* Assignment *
If a line in the entries contains the string "than", include that line in your answer.
⁂
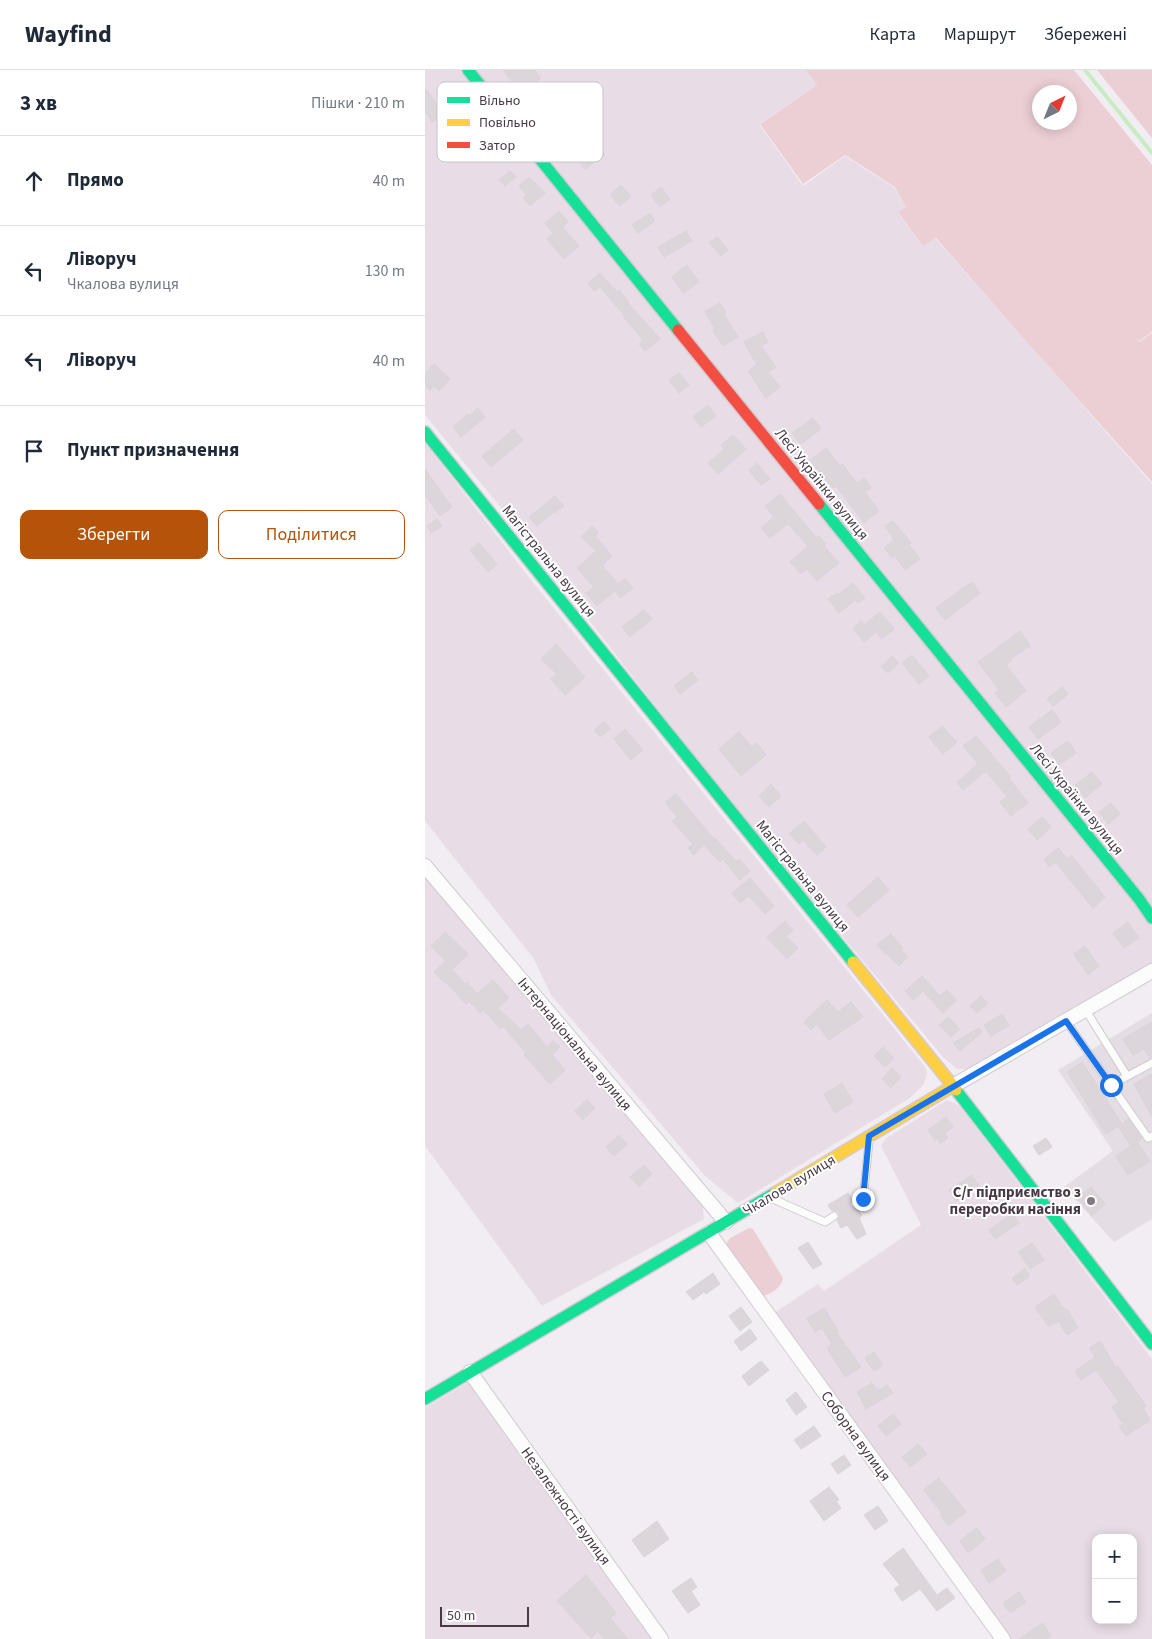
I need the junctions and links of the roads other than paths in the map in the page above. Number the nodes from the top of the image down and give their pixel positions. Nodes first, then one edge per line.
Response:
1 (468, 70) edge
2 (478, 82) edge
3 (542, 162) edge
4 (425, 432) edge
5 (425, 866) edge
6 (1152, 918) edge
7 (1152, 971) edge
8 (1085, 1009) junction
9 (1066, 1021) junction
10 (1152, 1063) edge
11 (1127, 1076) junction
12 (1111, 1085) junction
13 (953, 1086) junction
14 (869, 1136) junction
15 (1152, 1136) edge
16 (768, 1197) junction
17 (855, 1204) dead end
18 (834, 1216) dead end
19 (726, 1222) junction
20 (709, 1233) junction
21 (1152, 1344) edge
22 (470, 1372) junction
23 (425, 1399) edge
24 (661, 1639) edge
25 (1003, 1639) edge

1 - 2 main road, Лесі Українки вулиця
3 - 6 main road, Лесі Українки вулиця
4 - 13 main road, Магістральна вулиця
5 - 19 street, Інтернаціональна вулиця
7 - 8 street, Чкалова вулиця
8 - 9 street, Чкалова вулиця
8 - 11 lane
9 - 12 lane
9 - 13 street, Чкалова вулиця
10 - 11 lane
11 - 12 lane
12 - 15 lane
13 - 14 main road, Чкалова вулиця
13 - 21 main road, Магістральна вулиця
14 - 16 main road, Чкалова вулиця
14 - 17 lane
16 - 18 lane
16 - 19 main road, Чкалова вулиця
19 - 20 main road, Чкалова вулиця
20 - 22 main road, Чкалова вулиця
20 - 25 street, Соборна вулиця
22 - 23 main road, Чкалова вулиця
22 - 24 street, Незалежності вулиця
⁂
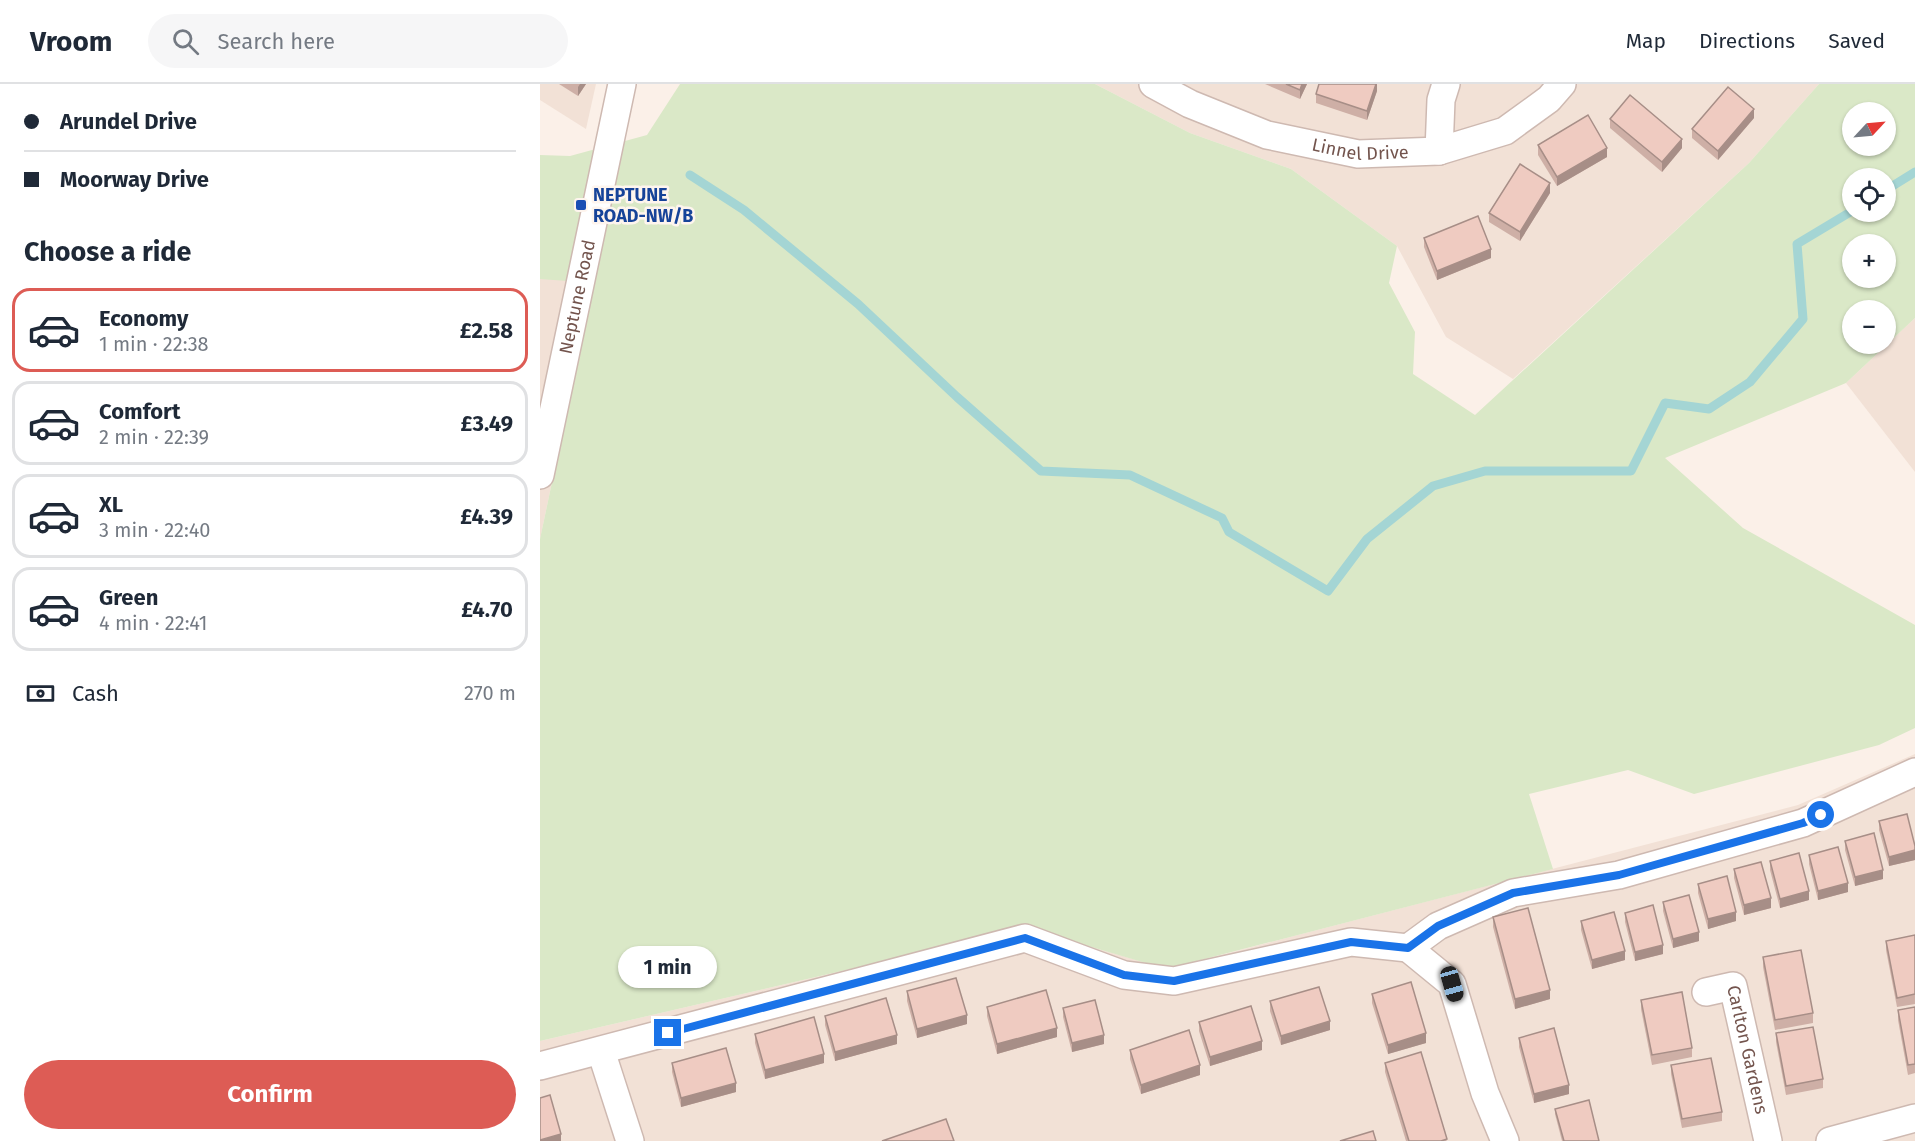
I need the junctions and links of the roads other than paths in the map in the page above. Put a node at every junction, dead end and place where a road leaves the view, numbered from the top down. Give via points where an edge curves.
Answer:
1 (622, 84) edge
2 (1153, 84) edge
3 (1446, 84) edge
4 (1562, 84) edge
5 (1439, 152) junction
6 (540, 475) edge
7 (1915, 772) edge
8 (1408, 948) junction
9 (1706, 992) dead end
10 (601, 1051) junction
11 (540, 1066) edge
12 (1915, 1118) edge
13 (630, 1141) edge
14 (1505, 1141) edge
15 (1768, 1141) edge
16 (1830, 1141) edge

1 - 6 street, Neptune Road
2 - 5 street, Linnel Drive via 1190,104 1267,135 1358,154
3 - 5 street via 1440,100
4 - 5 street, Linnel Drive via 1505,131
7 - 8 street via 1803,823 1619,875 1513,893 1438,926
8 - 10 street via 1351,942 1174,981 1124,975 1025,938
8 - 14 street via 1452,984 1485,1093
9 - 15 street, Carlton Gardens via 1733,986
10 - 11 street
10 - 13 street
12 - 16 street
⁂
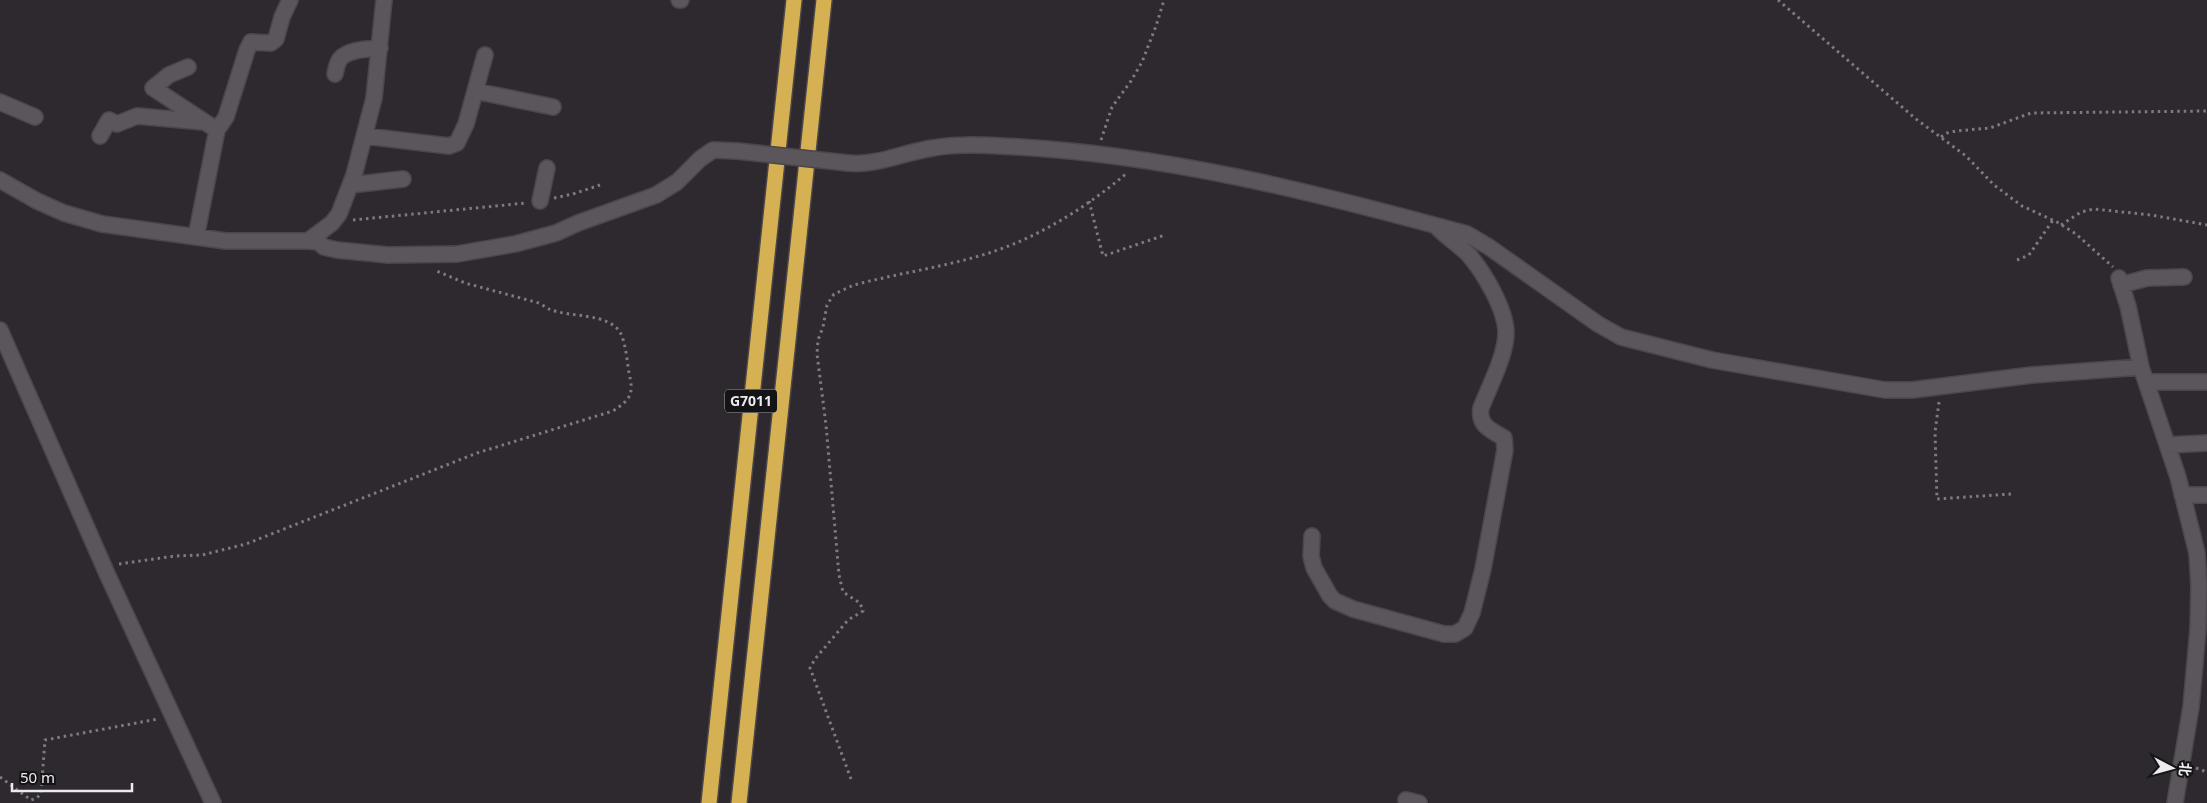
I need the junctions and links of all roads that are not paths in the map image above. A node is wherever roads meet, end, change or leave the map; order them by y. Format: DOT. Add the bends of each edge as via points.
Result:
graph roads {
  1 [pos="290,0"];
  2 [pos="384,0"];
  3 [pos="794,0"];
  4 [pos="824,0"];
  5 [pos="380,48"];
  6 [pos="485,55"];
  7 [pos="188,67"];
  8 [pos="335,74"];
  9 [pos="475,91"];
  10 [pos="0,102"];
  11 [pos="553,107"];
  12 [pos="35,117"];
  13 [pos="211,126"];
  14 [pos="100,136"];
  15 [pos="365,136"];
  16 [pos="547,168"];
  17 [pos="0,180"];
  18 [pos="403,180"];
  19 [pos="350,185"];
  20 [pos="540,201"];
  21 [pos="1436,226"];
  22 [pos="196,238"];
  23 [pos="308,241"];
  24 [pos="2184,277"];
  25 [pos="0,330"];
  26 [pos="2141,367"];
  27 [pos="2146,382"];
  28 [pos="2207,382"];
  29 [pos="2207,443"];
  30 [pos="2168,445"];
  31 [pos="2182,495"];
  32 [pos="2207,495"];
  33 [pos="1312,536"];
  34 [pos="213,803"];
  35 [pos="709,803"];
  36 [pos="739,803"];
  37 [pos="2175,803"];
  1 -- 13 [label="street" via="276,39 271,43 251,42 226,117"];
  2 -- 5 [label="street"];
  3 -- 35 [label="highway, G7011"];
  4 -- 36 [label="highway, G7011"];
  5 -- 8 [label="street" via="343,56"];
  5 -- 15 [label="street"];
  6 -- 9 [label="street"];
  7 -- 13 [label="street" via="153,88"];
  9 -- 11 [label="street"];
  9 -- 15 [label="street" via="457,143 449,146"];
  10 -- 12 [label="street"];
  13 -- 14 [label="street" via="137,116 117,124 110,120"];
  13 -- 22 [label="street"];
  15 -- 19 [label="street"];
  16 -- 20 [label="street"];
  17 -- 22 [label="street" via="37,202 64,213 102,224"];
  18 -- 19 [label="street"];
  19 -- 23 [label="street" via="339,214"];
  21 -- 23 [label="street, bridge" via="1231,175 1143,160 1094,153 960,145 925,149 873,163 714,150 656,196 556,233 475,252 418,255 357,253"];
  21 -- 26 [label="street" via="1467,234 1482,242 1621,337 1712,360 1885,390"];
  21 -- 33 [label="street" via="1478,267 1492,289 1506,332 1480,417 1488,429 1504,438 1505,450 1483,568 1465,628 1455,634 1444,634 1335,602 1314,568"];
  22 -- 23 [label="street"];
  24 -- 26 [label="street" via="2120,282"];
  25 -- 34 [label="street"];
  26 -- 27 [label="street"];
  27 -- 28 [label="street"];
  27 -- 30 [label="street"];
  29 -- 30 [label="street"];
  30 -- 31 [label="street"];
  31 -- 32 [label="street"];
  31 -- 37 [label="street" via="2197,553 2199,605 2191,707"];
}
⁂
* Result of the task *
I need the junctions and links of the roads other than paths in the map in the page above. Number the nodes from the top of the image down and give their pixel positions. Nodes first, then one edge per line.
I need the junctions and links of the roads other than paths in the map in the page above. Put a node at every junction, dead end and place where a road leaves the view, numbered from the top down. Give via points where an edge curves.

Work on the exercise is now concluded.